/LL-Java-Zip

Lower level ZIP support for Java

Primary LanguageJavaMIT LicenseMIT

LLJ-ZIP

A closer to the spec implementation of ZIP parsing for Java.

Relevant ZIP information

Official spec

The notes and structure outlines are the basis for most of LLJ-ZIP.

JVM zip parsing & JLI

The JVM zip reader implementation is based off this piece.

This is a zip format reader for seekable files, that tolerates leading and trailing garbage, and tolerates having had internal offsets adjusted for leading garbage (as with Info-Zip's zip -A).

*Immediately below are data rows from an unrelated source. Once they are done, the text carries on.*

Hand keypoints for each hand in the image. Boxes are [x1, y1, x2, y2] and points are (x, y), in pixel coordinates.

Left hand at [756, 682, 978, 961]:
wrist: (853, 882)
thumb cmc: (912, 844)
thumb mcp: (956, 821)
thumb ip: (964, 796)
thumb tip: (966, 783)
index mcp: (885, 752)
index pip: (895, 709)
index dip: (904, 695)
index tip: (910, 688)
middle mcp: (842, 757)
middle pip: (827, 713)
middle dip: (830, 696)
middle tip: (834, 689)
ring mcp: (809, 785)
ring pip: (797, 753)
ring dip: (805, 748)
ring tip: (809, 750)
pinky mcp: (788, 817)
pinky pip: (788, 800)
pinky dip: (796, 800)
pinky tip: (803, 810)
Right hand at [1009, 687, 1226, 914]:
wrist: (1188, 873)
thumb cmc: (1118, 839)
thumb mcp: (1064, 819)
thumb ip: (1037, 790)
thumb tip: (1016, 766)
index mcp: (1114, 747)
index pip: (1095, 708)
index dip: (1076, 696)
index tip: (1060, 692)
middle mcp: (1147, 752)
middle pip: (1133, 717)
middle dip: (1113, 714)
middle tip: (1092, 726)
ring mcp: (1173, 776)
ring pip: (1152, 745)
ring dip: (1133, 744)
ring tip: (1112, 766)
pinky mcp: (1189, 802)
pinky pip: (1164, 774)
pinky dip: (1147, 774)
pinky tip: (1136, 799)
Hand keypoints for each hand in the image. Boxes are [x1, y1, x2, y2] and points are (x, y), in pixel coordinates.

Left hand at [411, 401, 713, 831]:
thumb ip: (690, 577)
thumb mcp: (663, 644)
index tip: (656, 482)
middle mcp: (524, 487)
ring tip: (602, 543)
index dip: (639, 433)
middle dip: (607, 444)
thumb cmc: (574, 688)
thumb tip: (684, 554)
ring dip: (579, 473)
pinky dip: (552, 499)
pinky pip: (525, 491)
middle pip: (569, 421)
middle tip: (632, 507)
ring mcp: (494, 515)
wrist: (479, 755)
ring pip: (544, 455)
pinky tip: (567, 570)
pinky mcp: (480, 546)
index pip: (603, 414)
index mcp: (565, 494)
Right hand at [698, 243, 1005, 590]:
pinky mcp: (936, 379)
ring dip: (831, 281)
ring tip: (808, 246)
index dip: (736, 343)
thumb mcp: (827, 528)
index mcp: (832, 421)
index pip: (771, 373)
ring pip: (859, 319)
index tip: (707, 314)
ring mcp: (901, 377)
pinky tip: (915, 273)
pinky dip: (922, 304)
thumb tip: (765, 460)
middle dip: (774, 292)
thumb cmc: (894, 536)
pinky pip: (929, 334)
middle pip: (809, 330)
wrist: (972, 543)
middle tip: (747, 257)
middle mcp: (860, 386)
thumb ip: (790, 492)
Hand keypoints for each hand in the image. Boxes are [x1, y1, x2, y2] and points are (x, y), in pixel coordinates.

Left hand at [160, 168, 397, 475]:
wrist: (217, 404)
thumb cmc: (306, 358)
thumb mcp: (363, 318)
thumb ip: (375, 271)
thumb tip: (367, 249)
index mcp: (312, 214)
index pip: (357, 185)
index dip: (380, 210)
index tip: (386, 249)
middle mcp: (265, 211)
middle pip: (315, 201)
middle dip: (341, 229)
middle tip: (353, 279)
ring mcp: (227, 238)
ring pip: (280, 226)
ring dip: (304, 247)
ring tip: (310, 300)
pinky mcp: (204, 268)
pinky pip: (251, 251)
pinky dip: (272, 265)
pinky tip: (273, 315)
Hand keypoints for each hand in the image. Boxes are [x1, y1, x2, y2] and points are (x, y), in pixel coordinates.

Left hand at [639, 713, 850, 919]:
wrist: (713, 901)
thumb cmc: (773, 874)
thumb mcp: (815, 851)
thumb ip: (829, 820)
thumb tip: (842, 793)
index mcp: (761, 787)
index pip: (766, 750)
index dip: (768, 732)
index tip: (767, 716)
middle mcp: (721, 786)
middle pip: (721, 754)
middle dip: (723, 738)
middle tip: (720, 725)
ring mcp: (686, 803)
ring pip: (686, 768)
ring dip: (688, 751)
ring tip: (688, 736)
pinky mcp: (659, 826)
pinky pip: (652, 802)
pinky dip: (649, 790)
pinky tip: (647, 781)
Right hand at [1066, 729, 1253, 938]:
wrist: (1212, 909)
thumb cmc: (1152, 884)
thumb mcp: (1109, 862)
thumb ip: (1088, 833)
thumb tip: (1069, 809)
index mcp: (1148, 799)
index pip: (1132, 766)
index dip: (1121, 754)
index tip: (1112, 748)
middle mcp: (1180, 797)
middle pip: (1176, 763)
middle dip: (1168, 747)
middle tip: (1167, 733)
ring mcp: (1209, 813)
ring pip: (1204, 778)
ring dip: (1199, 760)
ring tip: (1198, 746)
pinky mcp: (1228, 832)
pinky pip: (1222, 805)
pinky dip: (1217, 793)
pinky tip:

But that's not all it does. That's just what that one comment says. Some other fun quirks of the JVM zip parser:

  • The end central directory entry is found by scanning from the end of the file, rather than from the beginning.
  • The central directory values are authoritative. Names/values defined by the local file headers are ignored.
  • The file data of local file headers is not size bound by the file header's compressed size field. Instead, it uses the central directory header's declared size.
  • Class names are allowed to end in trailing / which most tools interpret as directories.

Additional features

  • Reads ZIP files using Unsafe backed mapped files.
    • Using FileChannel.map yields MappedByteBuffer which uses int values, limiting files up to about 2GB
    • Our UnsafeMappedFile implementation uses long which far exceeds the GB file size range
  • Highly configurable, offering 3 ZIP reading strategies out of the box (See ZipIO for convenience calls)
    • Std / Forward scanning: Scans for EndOfCentralDirectory from the front of the file, like many other tools
    • Naive: Scans only for LocalFileHeader values from the front of the file, the fastest implementation, but obviously naive
    • JVM: Matches the behavior of the JVM's ZIP parser, including a number of odd edge cases. Useful for opening JAR files to mirror java -jar <path> behavior.

Usage

Maven dependency:

<dependency>
    <groupId>software.coley</groupId>
    <artifactId>lljzip</artifactId>
    <version>${zipVersion}</version> <!-- See release page for latest version -->
</dependency>

Gradle dependency:

implementation group: 'software.coley', name: 'lljzip', version: zipVersion
implementation "software.coley:lljzip:${zipVersion}"

Basic usage:

// ZipIO offers a number of different utility calls for using different ZipReader implementations
ZipArchive archive = ZipIO.readJvm(path);

// Local files have the actual file data/bytes.
// These entries mirror data also declared in central directory entries.
List<LocalFileHeader> localFiles = archive.getLocalFiles();
for (LocalFileHeader localFile : localFiles) {
    // Data model mirrors how a byte-buffer works.
    ByteData data = localFile.getFileData();
    
    // You can extract the data to raw byte[]
    byte[] decompressed = ZipCompressions.decompress(localFile);
    
    // Or do so with a specific decompressor implementation
    byte[] decompressed = localFile.decompress(DeflateDecompressor.INSTANCE);
}

// Typically used for authoritative definitions of properties.
// Some ZIP logic will ignore properties of 'LocalFileHeader' values and use these instead.
//  - Try using a hex editor to play around with this idea. Plenty of samples in the test cases to look at.
List<CentralDirectoryFileHeader> centralDirectories = archive.getCentralDirectories();

// Information about the archive and its contents.
EndOfCentralDirectory end = archive.getEnd();

For more detailed example usage see the tests.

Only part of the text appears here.